With no electricity, the watchmakers’ workrooms faced the south where they could get the most light. You could tell when a watchmaker was going to add an apprentice or workman by the addition of a new window to their building. The Swiss built and have nurtured many luxury watch companies as the meticulous skills were passed from generation to generation.
Yet in a recent survey, 40% of Swiss watch executives are pessimistic about the sector’s economic outlook.
The report went on to say that the majority of U.S. luxury buyers research watch and jewelry products online before they purchase.
However, much of the research ends up diverting consumers to gray market sites.
As luxury brands try to adapt to an omnichannel world, it appears that people are willing to forego authenticity for an online price.
And don’t forget Amazon is gaining in the luxury market. They added three million new Amazon Prime members in the third week of December alone.
Luxury retailers have to change their service model if they seriously hope to compete with Amazon and those grey-market online sites.
While Baby Boomers still control 70% of disposable income, once they’re gone, the new norm of shopping will be determined by Millennials who prefer to shop and return online.
In fact, many Millennials would rather rent than own.

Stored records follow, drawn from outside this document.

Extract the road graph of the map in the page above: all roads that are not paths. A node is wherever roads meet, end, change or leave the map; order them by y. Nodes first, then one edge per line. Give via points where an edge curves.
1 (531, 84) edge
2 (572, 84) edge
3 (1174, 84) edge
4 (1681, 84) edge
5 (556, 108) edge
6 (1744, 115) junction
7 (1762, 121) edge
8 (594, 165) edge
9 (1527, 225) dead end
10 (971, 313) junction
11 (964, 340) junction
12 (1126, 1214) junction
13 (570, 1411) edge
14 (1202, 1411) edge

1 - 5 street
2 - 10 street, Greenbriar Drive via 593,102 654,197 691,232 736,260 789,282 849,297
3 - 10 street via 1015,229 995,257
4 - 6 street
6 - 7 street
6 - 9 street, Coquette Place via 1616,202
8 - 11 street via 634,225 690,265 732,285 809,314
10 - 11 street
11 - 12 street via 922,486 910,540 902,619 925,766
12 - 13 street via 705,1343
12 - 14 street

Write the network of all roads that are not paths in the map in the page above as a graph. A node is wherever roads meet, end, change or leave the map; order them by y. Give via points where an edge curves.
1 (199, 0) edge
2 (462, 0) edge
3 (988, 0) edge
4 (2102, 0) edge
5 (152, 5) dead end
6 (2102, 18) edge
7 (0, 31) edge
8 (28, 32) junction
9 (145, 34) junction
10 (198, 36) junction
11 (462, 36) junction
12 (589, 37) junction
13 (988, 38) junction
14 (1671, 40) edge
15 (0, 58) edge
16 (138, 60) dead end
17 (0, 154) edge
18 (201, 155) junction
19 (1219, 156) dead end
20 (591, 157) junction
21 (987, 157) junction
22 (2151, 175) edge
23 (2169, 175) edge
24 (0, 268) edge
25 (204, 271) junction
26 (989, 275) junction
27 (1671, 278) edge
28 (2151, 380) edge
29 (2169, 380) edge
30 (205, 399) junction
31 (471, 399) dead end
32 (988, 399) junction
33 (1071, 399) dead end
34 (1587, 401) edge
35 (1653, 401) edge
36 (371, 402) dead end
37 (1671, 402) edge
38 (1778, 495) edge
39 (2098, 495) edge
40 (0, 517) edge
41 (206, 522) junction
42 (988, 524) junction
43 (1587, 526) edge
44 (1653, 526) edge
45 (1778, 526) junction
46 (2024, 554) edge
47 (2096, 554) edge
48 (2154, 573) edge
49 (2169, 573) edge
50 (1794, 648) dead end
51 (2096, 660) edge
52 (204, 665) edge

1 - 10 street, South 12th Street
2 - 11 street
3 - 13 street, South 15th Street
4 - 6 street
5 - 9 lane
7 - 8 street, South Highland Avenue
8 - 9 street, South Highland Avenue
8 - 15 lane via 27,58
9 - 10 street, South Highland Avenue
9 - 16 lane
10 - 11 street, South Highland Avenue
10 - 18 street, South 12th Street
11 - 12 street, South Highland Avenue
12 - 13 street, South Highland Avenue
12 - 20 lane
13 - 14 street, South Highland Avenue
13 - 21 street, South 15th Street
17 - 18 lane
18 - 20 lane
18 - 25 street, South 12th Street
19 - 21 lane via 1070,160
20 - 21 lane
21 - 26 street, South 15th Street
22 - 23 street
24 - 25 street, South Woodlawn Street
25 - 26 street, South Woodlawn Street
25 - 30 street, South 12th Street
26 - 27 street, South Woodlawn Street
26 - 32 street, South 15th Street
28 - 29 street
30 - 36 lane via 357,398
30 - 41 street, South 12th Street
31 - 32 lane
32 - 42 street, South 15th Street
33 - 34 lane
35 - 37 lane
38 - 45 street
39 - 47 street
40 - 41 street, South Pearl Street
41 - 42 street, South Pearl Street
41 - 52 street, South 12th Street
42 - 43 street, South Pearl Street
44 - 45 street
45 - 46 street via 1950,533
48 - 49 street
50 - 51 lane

If that doesn’t keep you up at night, it should.
On top of that, Johann Rupert, chairman of luxury brand Richemont said, "We are in for a huge change in society. Get used to it, and be prepared."
Right now though you still have a fighting chance to give visitors a reason to buy at your luxury store, but the clock is ticking.
In fact, in a recent survey, only 38% of consumers said they receive better customer service in luxury retail than in non-luxury retail.
62% is a pretty hefty amount of dissatisfied luxury shoppers, isn’t it?
Much like kids aren’t born knowing how to be respectful - they have to be taught - so too employees aren’t hired knowing how to be great representations of your brand.
It has to be taught.
Because you haven’t…
They wait with their arms crossed at the front of your boutiques.
They deign to speak only to shoppers they feel are worthy…
Here’s the thing…it’s not 1960.
You can’t tell a book from its cover has never been truer.
You can’t tell the worthy from the unworthy just by looking at them.
What To Do
As the representative of a luxury retail consulting firm, I'm here to tell you that means you have to demand more from the people you hire.
No Mr. CEO, not giving more tasks to fewer salespeople and still expecting them to be completed.
No Ms. CEO, not expecting more sales with zero training.
It means you have to train those you are employing on how to create exceptional experiences each time and hold them accountable for the learning you are teaching.
Do you know how many inquiries I receive about sales training?
Do you know how many inquiries I have from C-level executives who see what I see and want to change but have no budget?
Do you know how many salespeople contact me who received no training, but who will be fired if they miss a monthly quota?
The answer on all counts is a lot.
But here’s the thing…
Many salespeople are doing an awful job. That is as true in the Italian, German, and British luxury signature boutiques as in most department stores.
You Mr. or Ms. CEO, are letting those salespeople squander all of the knowledge your craftspeople have used for generations in creating your luxury products.
By letting those employees sell your jewelry, your watches, and your apparel, you are also destroying everything the founder of your company, who had the smarts to create your brand, built.
It used to be you would respect what someone built so you had a place to work.
You, as an employee would be as responsible to keep the store, to share the passion of the artisans, and to be as profitable as the founder.
You knew you wouldn’t have anything if it weren’t for that visionary.
You Ms. or Mr. CEO have to help employees respect the institution they work for.
You can’t let them take the opportunity for granted.
You can’t afford to allow them to treat items that have generations of heritage like they are mass-market items.
But from the calculators I see in some stores, you do.
Everybody has to believe and respect the brand or customer service is non-existent.
You have to help them want to be a team player.
Those in marketing don’t have the luxury of not doing their job because everyone is looking at their small team for results.
When it gets to your sales floor, you have to look for your sales professionals to do their job of knowing how to sell luxury as much as any of your ateliers, craftspersons, or other artisans working in their workrooms thousands of miles away know how to build luxury.